MHP lideri Devlet Bahçeli, Yargıtay Cumhuriyet Başsavcılığı’nın, Ankara 22. Ağır Ceza Mahkemesi’nin kabul ettiği 6-8 Ekim olaylarına ilişkin iddianameyi temel alarak, HDP hakkında süratle kapatma davası açmasını istedi. Bahçeli, aksi taktirde MHP olarak “gereğini yapacaklarını” bildirdi.
Devlet Bahçeli, yaptığı yazılı açıklamayla gündeme ilişkin değerlendirmelerde bulundu. Bahçeli, HDP hakkında hızla kapatma davası açılmasını istedi.
Türkiye’nin “terör eylemlerine” boyun eğmesini isteyen çevrelerin yıllardır faal halde olduğunu savunan Bahçeli, “Yozlaşmış ve soysuzlaşmış demokrasi arzusu taşıyanların, 6 Ocak günü ABD Kongresi’ne yapılan boynuzlu baskından ilham aldıkları bir başka altı çizilmesi gereken husustur” görüşüne yer verdi.
Ankara 22. Ağır Ceza Mahkemesi’nin, 6-8 Ekim olaylarıyla ilgili Ankara Cumhuriyet Başsavcılığı’nca hazırlanan iddianameyi kabul ettiğini anımsatan Bahçeli, söz konusu eylemlerin, Türkiye’yi bölme ve bitirme senaryosunun parçası olduğunu ifade etti.
Bahçeli, şu görüşleri dile getirdi:
“HDP, 6-8 Ekim olaylarının, hendek terörünün ve bölücülüğe mihmandarlık yapmasının bedelini kanun, millet ve tarih önünde kesinlikle ödemelidir. Yargıtay Cumhuriyet Başsavcılığı, bilhassa 6-8 Ekim olaylarıyla ilgili hazırlanan ve hukuken açık ihbar niteliği taşıyan iddianameyi temel alarak HDP hakkında acil ihtiyaç olan kapatma davasını süratle açabilecektir. Şayet kapatma davasının açılması tavını kaybedip tavsamaya havale edilirse Milliyetçi Hareket Partisi Siyasi Partiler Kanunu’nun 100’üncü maddesine müzahir olarak gereğini zamanı geldiğinde inanmışlıkla yapacaktır.”
100. madde ne öngörüyor?
Bahçeli’nin göndermede bulunduğu Siyasi Partiler Yasası’nın 100. maddesi, siyasi partiler hakkında kimlerin, nasıl dava açabileceğini düzenliyor. Söz konusu maddeye göre, bir siyasi partinin kapatılması için Yargıtay Cumhuriyet Başsavcısı resen dava açabildiği gibi Adalet Bakanı’nın talebi üzerine ya da bir siyasi partinin talebi üzerine açılabileceği hükme bağlanıyor.

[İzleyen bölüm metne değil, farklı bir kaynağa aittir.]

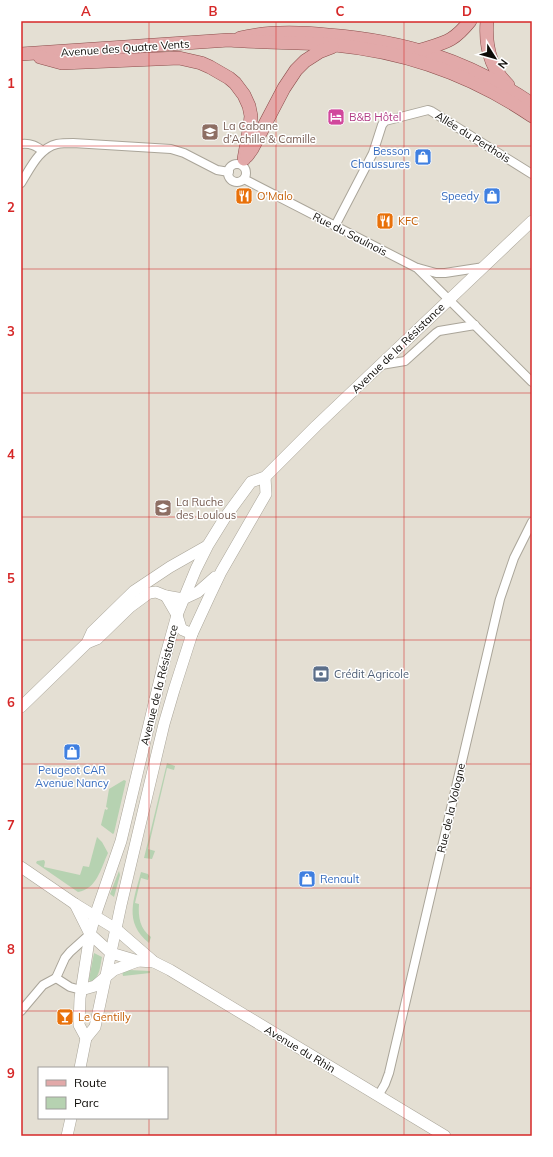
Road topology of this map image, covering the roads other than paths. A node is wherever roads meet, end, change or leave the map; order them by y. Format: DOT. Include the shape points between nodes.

Davanın bir siyasi parti tarafından açılması ise “Bu partinin son milletvekili genel seçimlerine katılmış olması, TBMM’de grubu bulunması, ilk büyük kongresini yapmış olması, partinin merkez karar ve yönetim kurulunun üye tamsayısının salt çoğunluğunun oyu ile dava açılmasının istenmesi yolunda karar alınmış bulunması ve istemin parti adına parti genel başkanı tarafından Cumhuriyet Başsavcılığına yazılı olarak yapılmış olması gerekir” hükmüne bağlıyor.
Bu maddeye göre MHP’nin dava açma yeterliliği bulunuyor.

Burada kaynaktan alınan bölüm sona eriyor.